### Task prompt
Transcribe word for word the lines below from the line with "middle pip: (350, 146)" through the line with "ring pip: (851, 731)", ends included.

### Bounding box coordinate data
________________

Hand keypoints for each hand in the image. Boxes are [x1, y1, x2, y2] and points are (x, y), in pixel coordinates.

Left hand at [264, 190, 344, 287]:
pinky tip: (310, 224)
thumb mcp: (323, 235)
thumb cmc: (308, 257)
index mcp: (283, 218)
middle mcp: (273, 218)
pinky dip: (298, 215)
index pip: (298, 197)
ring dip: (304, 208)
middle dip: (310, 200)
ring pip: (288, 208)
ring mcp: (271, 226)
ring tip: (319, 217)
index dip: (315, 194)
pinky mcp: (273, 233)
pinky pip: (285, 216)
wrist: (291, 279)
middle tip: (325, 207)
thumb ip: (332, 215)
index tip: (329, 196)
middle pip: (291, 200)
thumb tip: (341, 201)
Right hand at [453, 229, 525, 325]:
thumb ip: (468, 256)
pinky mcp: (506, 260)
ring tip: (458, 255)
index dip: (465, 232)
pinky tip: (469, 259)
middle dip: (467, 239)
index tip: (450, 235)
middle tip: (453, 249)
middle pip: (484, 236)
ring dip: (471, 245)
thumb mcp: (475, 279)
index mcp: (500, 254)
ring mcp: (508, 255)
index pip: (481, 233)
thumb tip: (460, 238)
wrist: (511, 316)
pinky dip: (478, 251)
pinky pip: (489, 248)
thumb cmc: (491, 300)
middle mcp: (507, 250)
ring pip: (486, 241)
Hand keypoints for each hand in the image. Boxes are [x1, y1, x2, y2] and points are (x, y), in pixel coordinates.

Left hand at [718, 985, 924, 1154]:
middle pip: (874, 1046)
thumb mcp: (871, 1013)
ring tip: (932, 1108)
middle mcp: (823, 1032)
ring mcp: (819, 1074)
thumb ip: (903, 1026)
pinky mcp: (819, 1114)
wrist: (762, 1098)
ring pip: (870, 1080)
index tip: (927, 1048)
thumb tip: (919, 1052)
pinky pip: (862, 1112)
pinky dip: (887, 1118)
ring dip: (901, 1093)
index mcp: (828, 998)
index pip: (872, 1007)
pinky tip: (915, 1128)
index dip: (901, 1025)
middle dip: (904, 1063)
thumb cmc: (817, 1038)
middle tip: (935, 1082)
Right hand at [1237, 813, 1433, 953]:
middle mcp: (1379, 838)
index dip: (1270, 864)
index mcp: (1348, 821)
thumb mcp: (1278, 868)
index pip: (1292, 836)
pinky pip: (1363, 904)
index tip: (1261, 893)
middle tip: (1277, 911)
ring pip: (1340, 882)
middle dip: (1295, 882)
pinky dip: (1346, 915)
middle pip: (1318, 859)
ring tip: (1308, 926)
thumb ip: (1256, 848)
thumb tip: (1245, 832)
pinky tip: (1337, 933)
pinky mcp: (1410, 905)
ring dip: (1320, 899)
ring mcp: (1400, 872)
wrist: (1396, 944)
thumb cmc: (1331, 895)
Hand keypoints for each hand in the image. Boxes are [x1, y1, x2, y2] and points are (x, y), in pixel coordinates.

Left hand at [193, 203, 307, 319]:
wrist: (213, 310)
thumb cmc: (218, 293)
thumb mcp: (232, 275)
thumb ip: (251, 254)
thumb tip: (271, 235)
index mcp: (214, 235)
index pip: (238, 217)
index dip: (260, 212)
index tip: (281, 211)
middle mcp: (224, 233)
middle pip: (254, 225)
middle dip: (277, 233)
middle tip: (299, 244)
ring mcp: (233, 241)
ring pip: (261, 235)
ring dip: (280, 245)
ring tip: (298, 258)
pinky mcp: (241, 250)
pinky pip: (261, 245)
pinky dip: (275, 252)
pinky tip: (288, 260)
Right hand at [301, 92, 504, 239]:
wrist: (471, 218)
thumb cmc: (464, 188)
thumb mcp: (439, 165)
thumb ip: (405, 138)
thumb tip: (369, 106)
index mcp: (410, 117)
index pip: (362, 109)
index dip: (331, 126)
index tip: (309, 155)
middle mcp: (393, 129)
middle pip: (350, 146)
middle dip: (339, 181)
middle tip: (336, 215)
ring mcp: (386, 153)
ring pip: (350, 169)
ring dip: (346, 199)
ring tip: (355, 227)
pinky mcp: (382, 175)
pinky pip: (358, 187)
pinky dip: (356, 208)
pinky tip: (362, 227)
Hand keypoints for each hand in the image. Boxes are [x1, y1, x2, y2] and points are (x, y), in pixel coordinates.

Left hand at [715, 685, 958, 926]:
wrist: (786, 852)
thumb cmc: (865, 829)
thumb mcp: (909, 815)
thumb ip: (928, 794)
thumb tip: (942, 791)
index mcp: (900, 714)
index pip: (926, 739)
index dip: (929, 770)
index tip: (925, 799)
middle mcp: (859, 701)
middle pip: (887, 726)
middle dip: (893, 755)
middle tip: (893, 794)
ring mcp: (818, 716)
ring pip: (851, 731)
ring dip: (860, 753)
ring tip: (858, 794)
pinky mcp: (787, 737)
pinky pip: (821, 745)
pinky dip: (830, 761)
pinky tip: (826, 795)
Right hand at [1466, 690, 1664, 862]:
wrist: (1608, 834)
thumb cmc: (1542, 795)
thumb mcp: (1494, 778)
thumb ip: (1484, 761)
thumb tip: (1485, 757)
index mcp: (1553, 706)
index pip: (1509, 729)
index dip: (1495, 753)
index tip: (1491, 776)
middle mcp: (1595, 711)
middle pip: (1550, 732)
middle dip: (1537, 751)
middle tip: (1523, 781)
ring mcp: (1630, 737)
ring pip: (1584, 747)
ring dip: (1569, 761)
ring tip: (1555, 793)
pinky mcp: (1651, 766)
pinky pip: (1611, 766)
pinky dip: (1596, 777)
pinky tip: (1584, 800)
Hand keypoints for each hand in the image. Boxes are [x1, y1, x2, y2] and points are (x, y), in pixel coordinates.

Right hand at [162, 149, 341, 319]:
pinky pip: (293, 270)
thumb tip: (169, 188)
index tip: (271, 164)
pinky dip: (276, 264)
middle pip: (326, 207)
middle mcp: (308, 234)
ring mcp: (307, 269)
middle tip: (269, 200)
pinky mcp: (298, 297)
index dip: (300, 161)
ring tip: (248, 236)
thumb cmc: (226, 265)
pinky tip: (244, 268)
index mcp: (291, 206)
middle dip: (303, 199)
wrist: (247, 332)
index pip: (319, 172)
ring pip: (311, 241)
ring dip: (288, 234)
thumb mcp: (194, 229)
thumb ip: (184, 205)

________________

### Exercise response
middle pip: (350, 146)
middle dip: (339, 181)
middle tip: (336, 215)
ring mcp: (386, 153)
ring pip: (350, 169)
ring dip: (346, 199)
ring tip: (355, 227)
pinky mcp: (382, 175)
pinky pip: (358, 187)
pinky dip: (356, 208)
pinky tip: (362, 227)
Hand keypoints for each hand in the image. Boxes are [x1, y1, x2, y2] and points are (x, y), in pixel coordinates.

Left hand at [715, 685, 958, 926]:
wrist: (786, 852)
thumb cmc: (865, 829)
thumb mcp: (909, 815)
thumb ip: (928, 794)
thumb tip: (942, 791)
index mcp: (900, 714)
index pip: (926, 739)
index dip: (929, 770)
index tip: (925, 799)
middle mcp: (859, 701)
middle pip: (887, 726)
middle dip: (893, 755)
middle tip: (893, 794)
ring mcp: (818, 716)
ring pip: (851, 731)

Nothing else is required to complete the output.